### How to complete this task
Search the entries below for the word "hand", then copy each line in which it is found.

[[ Study material, beginning ]]

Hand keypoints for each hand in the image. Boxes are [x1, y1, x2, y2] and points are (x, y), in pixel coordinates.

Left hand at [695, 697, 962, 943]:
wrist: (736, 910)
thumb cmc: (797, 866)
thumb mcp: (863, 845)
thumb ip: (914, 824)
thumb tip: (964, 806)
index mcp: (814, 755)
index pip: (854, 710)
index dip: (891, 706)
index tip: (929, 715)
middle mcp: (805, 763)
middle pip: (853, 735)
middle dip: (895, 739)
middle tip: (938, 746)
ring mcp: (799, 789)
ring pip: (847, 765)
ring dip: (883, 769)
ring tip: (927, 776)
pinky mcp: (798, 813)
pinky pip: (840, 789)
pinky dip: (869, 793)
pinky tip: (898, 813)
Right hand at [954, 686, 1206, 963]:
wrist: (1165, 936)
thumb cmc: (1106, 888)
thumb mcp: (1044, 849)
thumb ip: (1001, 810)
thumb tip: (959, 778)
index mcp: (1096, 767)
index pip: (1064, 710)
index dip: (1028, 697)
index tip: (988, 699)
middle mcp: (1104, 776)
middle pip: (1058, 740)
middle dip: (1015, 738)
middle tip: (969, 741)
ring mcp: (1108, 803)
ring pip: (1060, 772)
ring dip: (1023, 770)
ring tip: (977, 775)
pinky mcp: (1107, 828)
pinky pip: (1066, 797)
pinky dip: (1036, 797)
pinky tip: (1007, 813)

[[ Study material, end ]]

### Response box
Hand keypoints for each hand in the image. Boxes are [x1, y1, x2, y2] and points are (x, y), in pixel coordinates.
Left hand at [695, 697, 962, 943]:
Right hand at [954, 686, 1206, 963]:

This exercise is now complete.